╔══

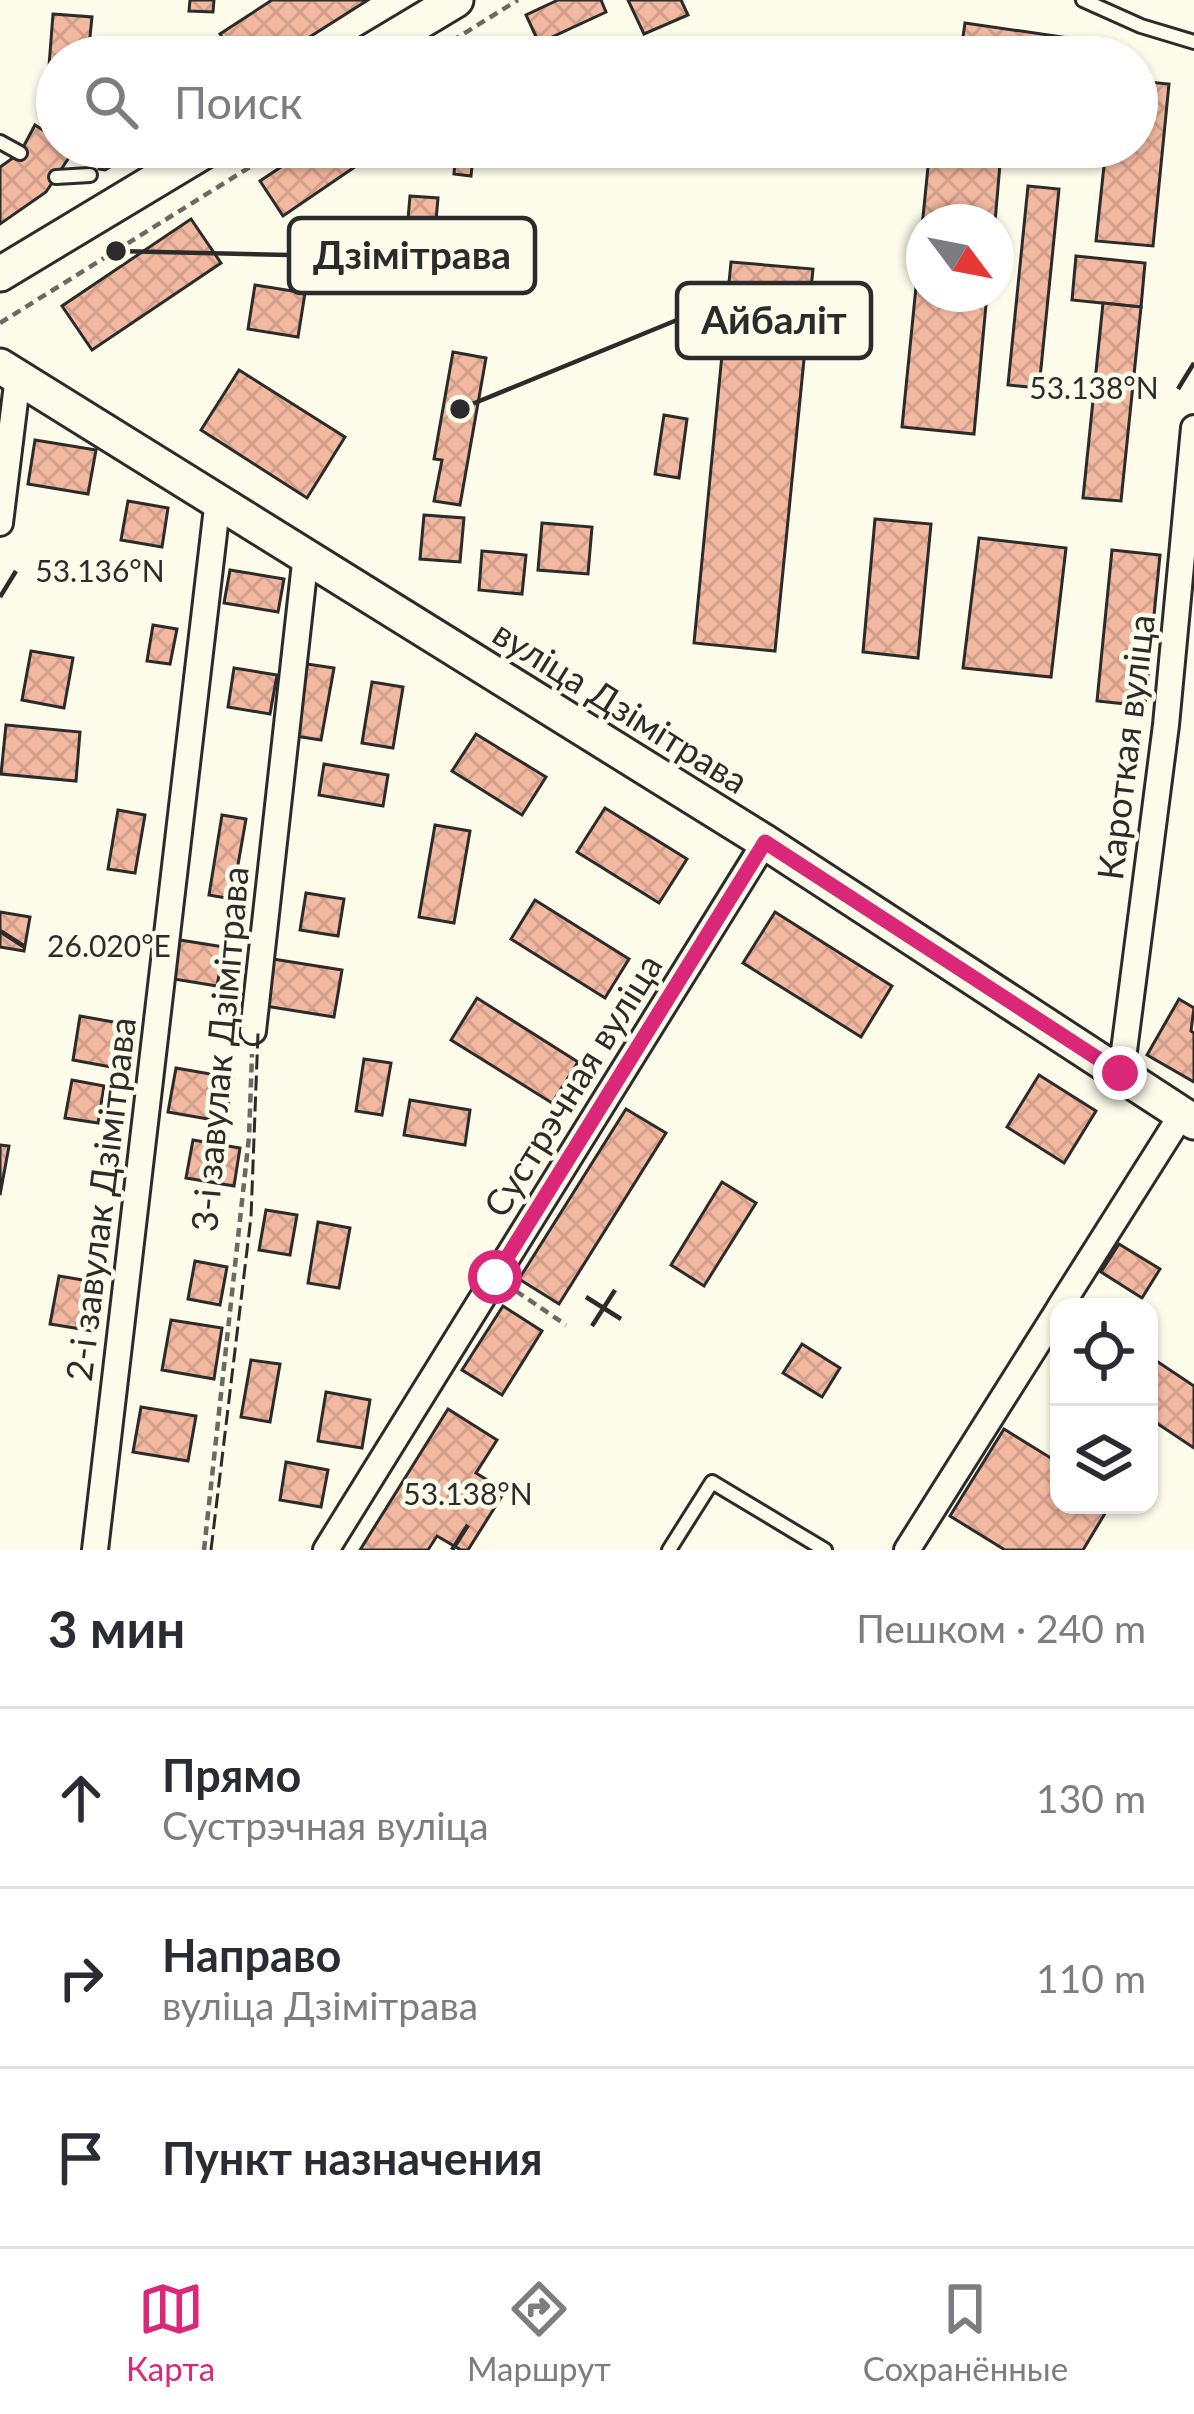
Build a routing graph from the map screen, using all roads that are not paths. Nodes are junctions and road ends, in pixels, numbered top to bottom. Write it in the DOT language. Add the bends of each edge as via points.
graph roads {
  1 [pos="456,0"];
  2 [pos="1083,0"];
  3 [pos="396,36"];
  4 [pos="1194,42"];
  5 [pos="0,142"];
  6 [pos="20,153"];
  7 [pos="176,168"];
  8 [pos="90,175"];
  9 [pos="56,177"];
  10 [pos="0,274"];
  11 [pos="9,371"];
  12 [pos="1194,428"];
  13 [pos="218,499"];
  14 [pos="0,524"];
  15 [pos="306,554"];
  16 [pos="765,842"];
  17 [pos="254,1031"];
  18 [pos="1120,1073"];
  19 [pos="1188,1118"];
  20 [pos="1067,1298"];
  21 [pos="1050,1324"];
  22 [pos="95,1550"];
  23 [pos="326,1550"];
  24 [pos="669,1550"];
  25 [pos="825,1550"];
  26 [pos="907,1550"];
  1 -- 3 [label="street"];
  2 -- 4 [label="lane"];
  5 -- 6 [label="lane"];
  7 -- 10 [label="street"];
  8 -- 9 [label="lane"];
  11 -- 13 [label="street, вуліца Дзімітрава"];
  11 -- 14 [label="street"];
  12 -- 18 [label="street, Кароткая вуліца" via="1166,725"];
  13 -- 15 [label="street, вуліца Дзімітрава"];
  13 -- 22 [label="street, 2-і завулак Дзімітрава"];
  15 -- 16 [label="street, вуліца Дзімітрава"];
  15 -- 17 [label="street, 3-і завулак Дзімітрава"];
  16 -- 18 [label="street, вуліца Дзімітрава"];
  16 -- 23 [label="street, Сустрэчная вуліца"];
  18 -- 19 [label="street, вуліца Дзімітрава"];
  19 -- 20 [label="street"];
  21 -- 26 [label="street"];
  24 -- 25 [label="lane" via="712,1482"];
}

╚══

What needs to be done
The entries above are to be repeated exactly, except for any pictures.

The answer
Build a routing graph from the map screen, using all roads that are not paths. Nodes are junctions and road ends, in pixels, numbered top to bottom. Write it in the DOT language. Add the bends of each edge as via points.
graph roads {
  1 [pos="456,0"];
  2 [pos="1083,0"];
  3 [pos="396,36"];
  4 [pos="1194,42"];
  5 [pos="0,142"];
  6 [pos="20,153"];
  7 [pos="176,168"];
  8 [pos="90,175"];
  9 [pos="56,177"];
  10 [pos="0,274"];
  11 [pos="9,371"];
  12 [pos="1194,428"];
  13 [pos="218,499"];
  14 [pos="0,524"];
  15 [pos="306,554"];
  16 [pos="765,842"];
  17 [pos="254,1031"];
  18 [pos="1120,1073"];
  19 [pos="1188,1118"];
  20 [pos="1067,1298"];
  21 [pos="1050,1324"];
  22 [pos="95,1550"];
  23 [pos="326,1550"];
  24 [pos="669,1550"];
  25 [pos="825,1550"];
  26 [pos="907,1550"];
  1 -- 3 [label="street"];
  2 -- 4 [label="lane"];
  5 -- 6 [label="lane"];
  7 -- 10 [label="street"];
  8 -- 9 [label="lane"];
  11 -- 13 [label="street, вуліца Дзімітрава"];
  11 -- 14 [label="street"];
  12 -- 18 [label="street, Кароткая вуліца" via="1166,725"];
  13 -- 15 [label="street, вуліца Дзімітрава"];
  13 -- 22 [label="street, 2-і завулак Дзімітрава"];
  15 -- 16 [label="street, вуліца Дзімітрава"];
  15 -- 17 [label="street, 3-і завулак Дзімітрава"];
  16 -- 18 [label="street, вуліца Дзімітрава"];
  16 -- 23 [label="street, Сустрэчная вуліца"];
  18 -- 19 [label="street, вуліца Дзімітрава"];
  19 -- 20 [label="street"];
  21 -- 26 [label="street"];
  24 -- 25 [label="lane" via="712,1482"];
}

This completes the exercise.